Can we represent computable functions by r.e. sets ? As we know, if $f$ is a computable function, then every pre-image of a r.e. set under $f$ is also a r.e. set, i.e. $f^{-1}(X)$ is a r.e.set if $X$ is a r.e. set. So I want to know that if a function satisfies that every pre-image of a r.e. set is also a r.e. set,  then can we conclude that $f$ is a computable function? 
 A: Some related functions have the following application (D. Myers 2007, unpublished).
Define 
$$
A\le B\quad\Longleftrightarrow\quad A=f^{-1}(B) \quad\text{ for some $f$ that maps every $\Sigma^0_n$ set to a $\Sigma^0_n$ set, for each $n$}
$$
Theorem: For each $n\ge 1$, the properly $\Sigma^0_n$ sets (the sets in $\Sigma^0_n\backslash \Delta^0_n$) form a single equivalence class under the equivalence relation induced by $\le$. As do the properly $\Pi^0_n$ sets.

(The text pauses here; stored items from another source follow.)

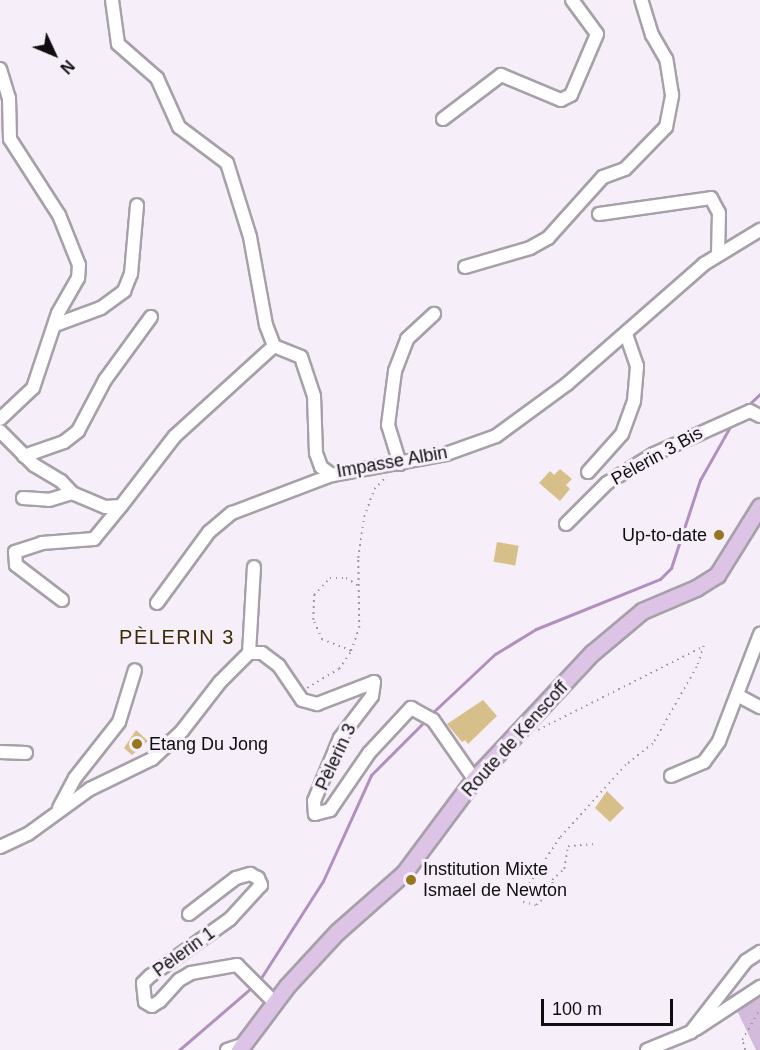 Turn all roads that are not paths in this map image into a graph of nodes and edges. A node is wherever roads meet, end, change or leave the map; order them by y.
1 (112, 0) edge
2 (572, 0) edge
3 (641, 0) edge
4 (0, 69) edge
5 (443, 119) dead end
6 (137, 205) dead end
7 (599, 214) dead end
8 (760, 230) edge
9 (718, 255) junction
10 (465, 267) dead end
11 (434, 314) dead end
12 (151, 316) dead end
13 (55, 325) junction
14 (626, 334) junction
15 (274, 346) junction
16 (760, 416) edge
17 (0, 419) edge
18 (0, 431) edge
19 (24, 456) junction
20 (400, 464) junction
21 (588, 472) dead end
22 (332, 475) junction
23 (72, 493) junction
24 (23, 498) dead end
25 (121, 506) junction
26 (760, 506) edge
27 (566, 524) dead end
28 (254, 567) dead end
29 (62, 600) dead end
30 (157, 603) dead end
31 (760, 634) edge
32 (249, 653) junction
33 (135, 670) dead end
34 (737, 695) junction
35 (760, 707) edge
36 (0, 753) edge
37 (26, 753) dead end
38 (671, 776) dead end
39 (474, 779) junction
40 (59, 810) junction
41 (0, 847) edge
42 (189, 914) dead end
43 (760, 952) edge
44 (760, 987) edge
45 (274, 1002) junction
46 (691, 1032) junction
47 (236, 1048) edge
48 (647, 1050) edge

1 - 15 street
2 - 5 street
3 - 10 street
4 - 13 street
6 - 13 street
7 - 9 street
8 - 9 street, Impasse Albin
9 - 14 street, Impasse Albin
11 - 20 street
12 - 19 street
13 - 17 street
14 - 20 street, Impasse Albin
14 - 21 street
15 - 22 street, Impasse Albin
15 - 25 street
16 - 27 street, Pèlerin 3 Bis
18 - 19 street
19 - 23 street
20 - 22 street, Impasse Albin
22 - 30 street
23 - 24 street
23 - 25 street
25 - 29 street
26 - 39 main road, Route de Kenscoff
28 - 32 street
31 - 34 street
32 - 39 street, Pèlerin 3
32 - 40 street
33 - 40 street
34 - 35 street
34 - 38 street
36 - 37 street
39 - 45 main road, Route de Kenscoff
40 - 41 street
42 - 45 street, Pèlerin 1
43 - 46 street
44 - 46 street
45 - 47 main road, Route de Kenscoff
46 - 48 street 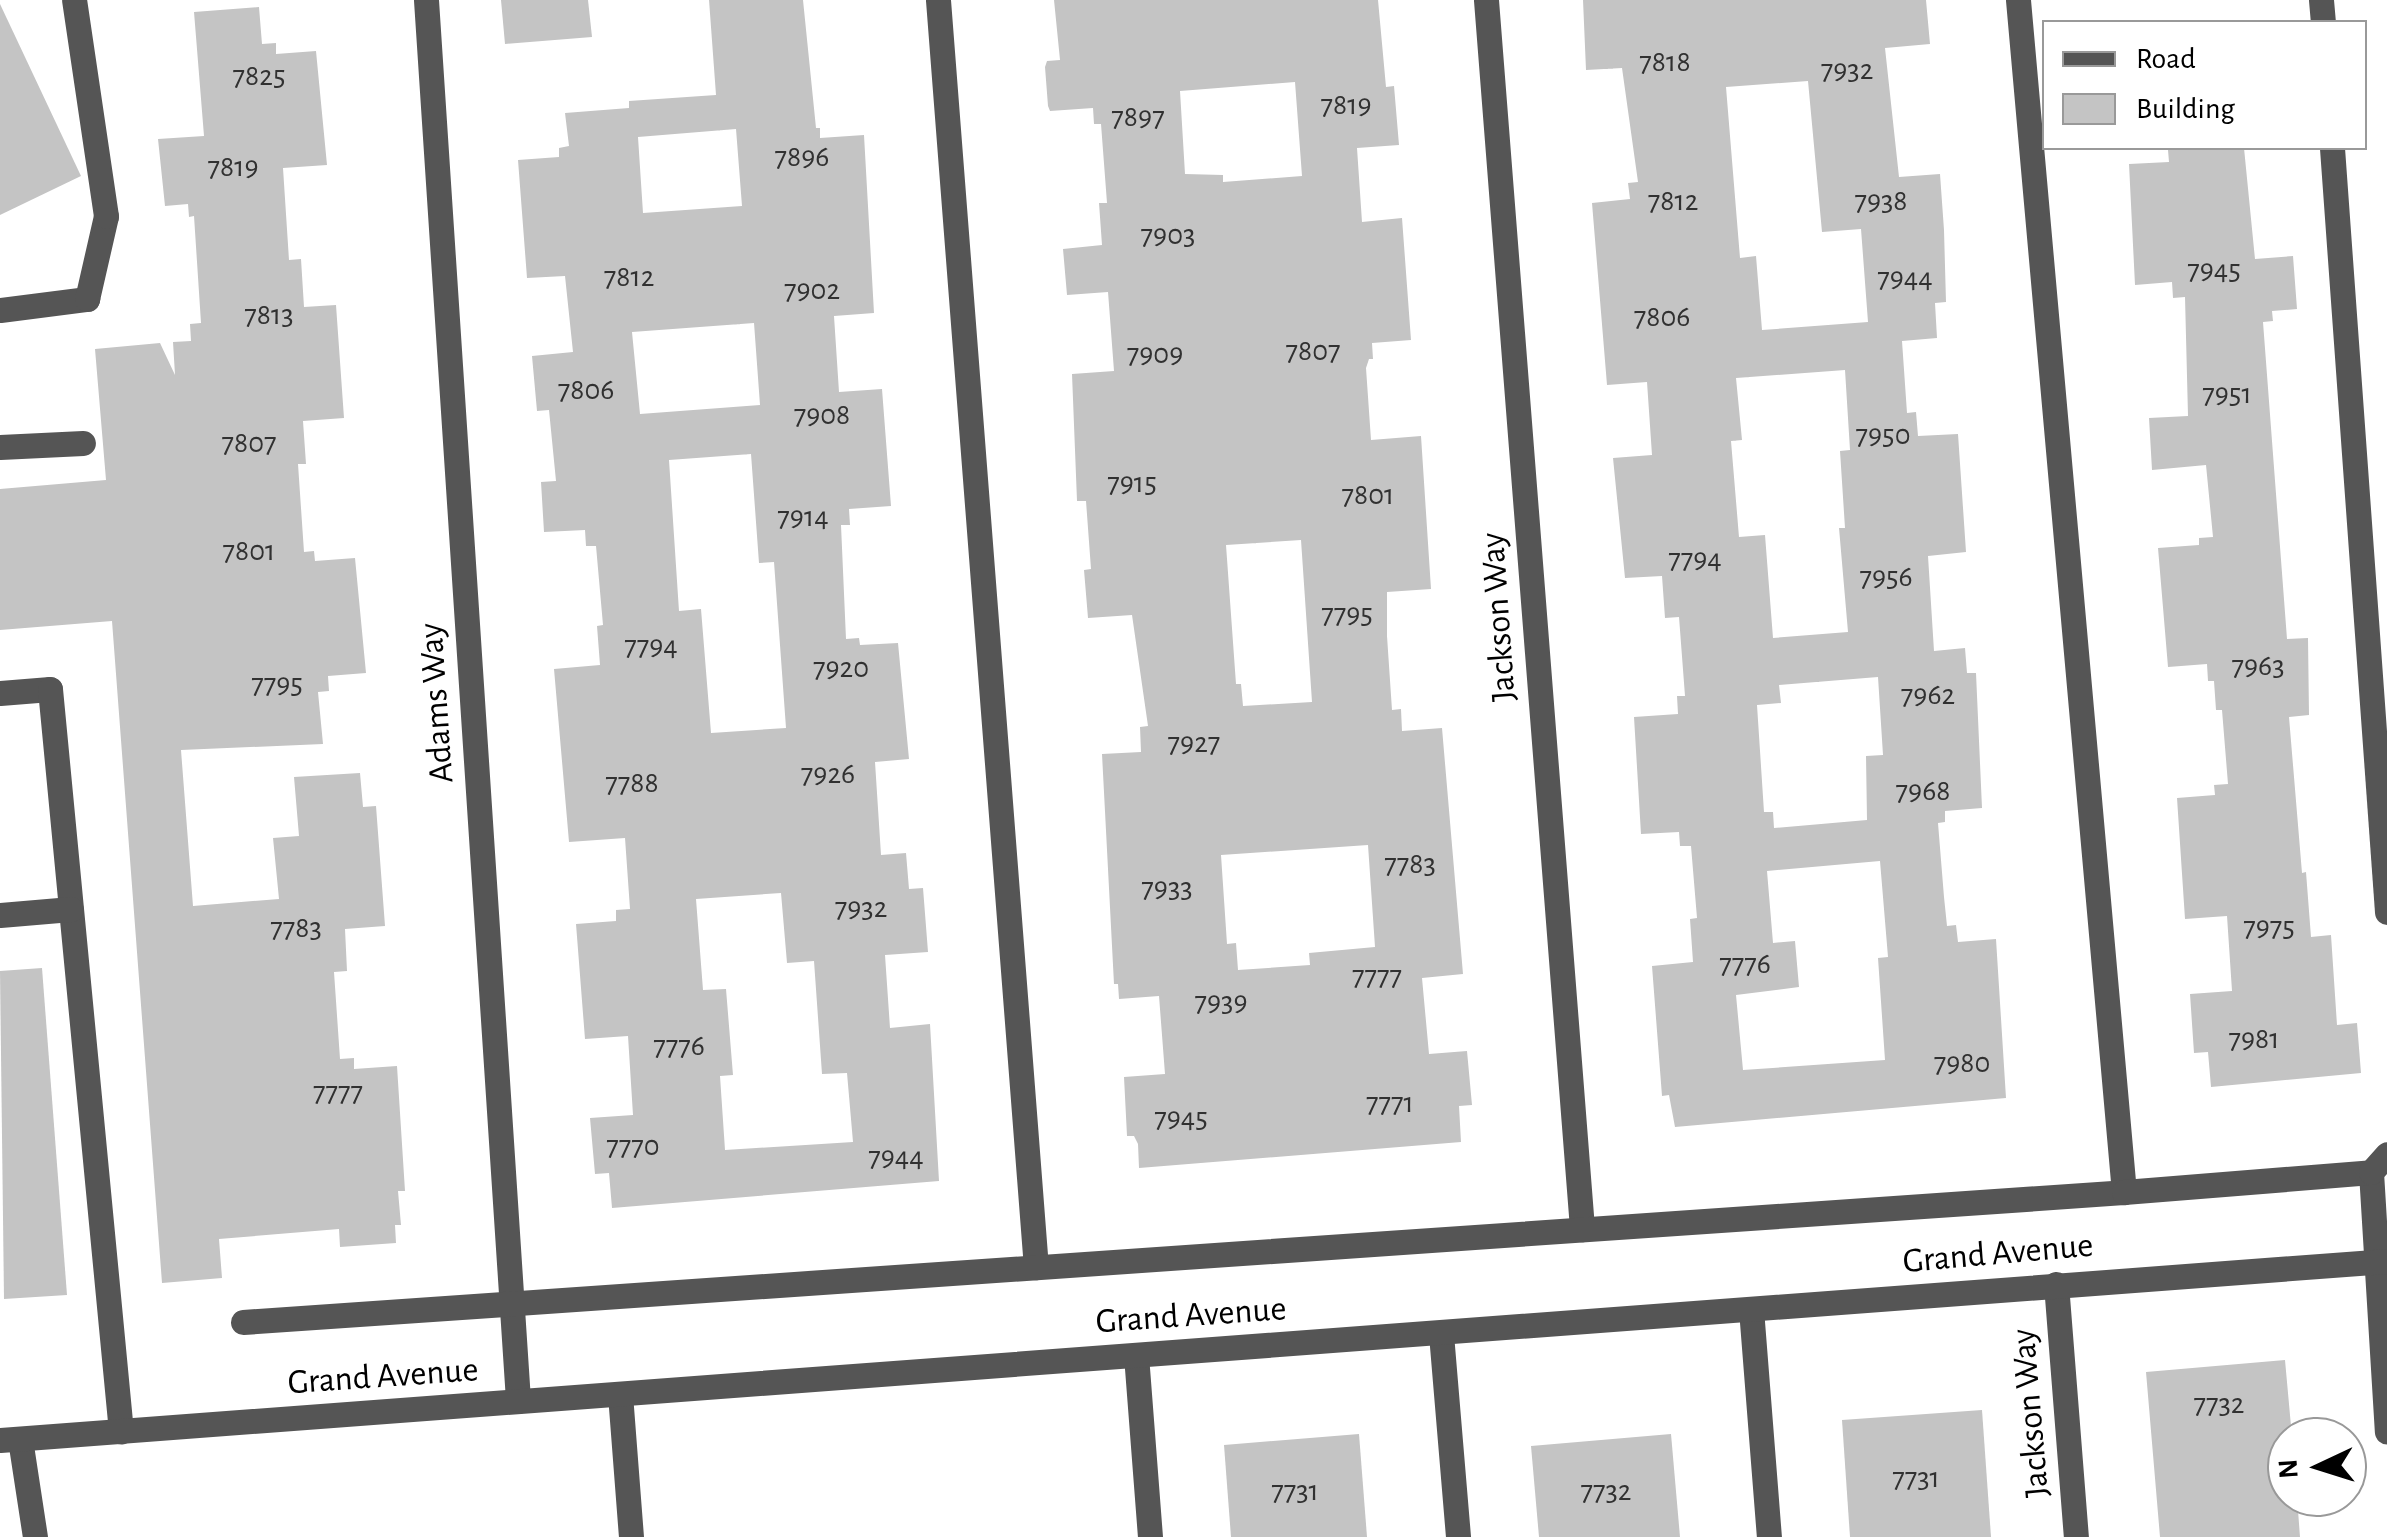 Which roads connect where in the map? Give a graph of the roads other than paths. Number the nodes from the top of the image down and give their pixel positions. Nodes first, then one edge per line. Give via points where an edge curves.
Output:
1 (74, 0) edge
2 (426, 0) edge
3 (938, 0) edge
4 (1486, 0) edge
5 (2018, 0) edge
6 (2332, 150) edge
7 (0, 310) edge
8 (83, 442) dead end
9 (0, 447) edge
10 (0, 693) edge
11 (71, 909) junction
12 (2387, 912) edge
13 (0, 915) edge
14 (2379, 1163) edge
15 (2124, 1192) junction
16 (1582, 1229) junction
17 (2380, 1262) edge
18 (1036, 1267) junction
19 (2056, 1284) junction
20 (512, 1303) junction
21 (1751, 1309) junction
22 (244, 1322) dead end
23 (1442, 1334) junction
24 (1136, 1355) junction
25 (620, 1394) junction
26 (518, 1401) junction
27 (121, 1432) junction
28 (2387, 1432) edge
29 (10, 1440) edge
30 (35, 1537) edge
31 (631, 1537) edge
32 (1150, 1537) edge
33 (1458, 1537) edge
34 (1769, 1537) edge
35 (2076, 1537) edge

1 - 7 street via 106,216 87,300
2 - 20 street, Adams Way
3 - 18 street
4 - 16 street, Jackson Way
5 - 15 street
6 - 12 street
8 - 9 street
10 - 11 street via 50,689
11 - 13 street
11 - 27 street
14 - 15 street
14 - 17 street
15 - 16 street
16 - 18 street
17 - 19 street, Grand Avenue
17 - 28 street
18 - 20 street
19 - 21 street, Grand Avenue
19 - 35 street, Jackson Way
20 - 22 street
20 - 26 street, Adams Way
21 - 23 street, Grand Avenue
21 - 34 street
23 - 24 street, Grand Avenue
23 - 33 street
24 - 25 street, Grand Avenue
24 - 32 street
25 - 26 street, Grand Avenue
25 - 31 street
26 - 27 street, Grand Avenue
27 - 29 street, Grand Avenue
29 - 30 street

Thus $\le$ allows us to look at the arithmetical hierarchy as a degree structure. It is not clear whether this can be done with an arithmetical relation in place of $\le$. (Turing reducibility is $\Sigma^0_3$ hence arithmetical, but the relation $\le$ is on its face $\Sigma^1_1$ only.)
A: If your hypothesis has a degree of uniformity, so that we may uniformly enumerate $f^{-1}X$ from an enumeration of $X$, that is, if given an index $e$ for a c.e. se $W_e$, then we may compute an index for $f^{-1}W_e$, then the answer is yes. To compute $f(n)$, simply consider indices for the singleton sets $W_{e_m}=\{m\}$, start enumerating the pre-images $f^{-1}W_{e_m}$, and if $n$ shows up in $f^{-1}W_{e_m}$, then you know $f(n)=m$, and is otherwise not defined. 
And indeed, in your observation, if $f$ is computable, then we obtain the desired degree of uniformity, since there is a uniform procedure to enumerate $f^{-1}X$ from any enumeration of $X$. 
In the general case, however, the answer is no. Since there are only countably many c.e. sets, we may enumerate them, and then construct an infinite set $A\subset\mathbb{N}$ such that for every c.e. set $B$, either $A\subset^* B$, meaning all except finitely many elements of $A$ are in $B$, or else $A\cap B$ is finite. In other words, the set $A$ generates an ultrafilter on the c.e. sets modulo finite difference. One can build such an $A$ in stages, by making a finite promise to the positive elements of $A$, and a steadily shrinking set of possible additional elements. At each stage $e$, then add the next possible element to $A$, and if $W_e$ has infinite intersection with the set of possible additions, then shrink it to be inside $W_e$; otherwise, our set is guarranteed to have finite intersection with $W_e$. This is just like finding a set that is pseudo generic for Mathias forcing, for those who enjoy the connection between computability theoretic constructions and forcing. 
Now, with such a set $A$, let $f:\mathbb{N}\to A$ be any non-computable bijective function. Consider any c.e. set $W_e$. If it happens that $W_e\cap A$ is finite, then $f^{-1}W_e$ is also finite and hence c.e. Otherwise, it must happen by the choice $A$ that $A$ is almost included in $W_e$, in which case $f^{-1}W_e$ includes all but finitely many elements of $\mathbb{N}$, and hence is also c.e. 
So this is a case where $f$ is a total function, and $f^{-1}W_e$ is computable for any c.e. set $W_e$, but $f$ is not computable. 
Finally, let me add that this is a great question!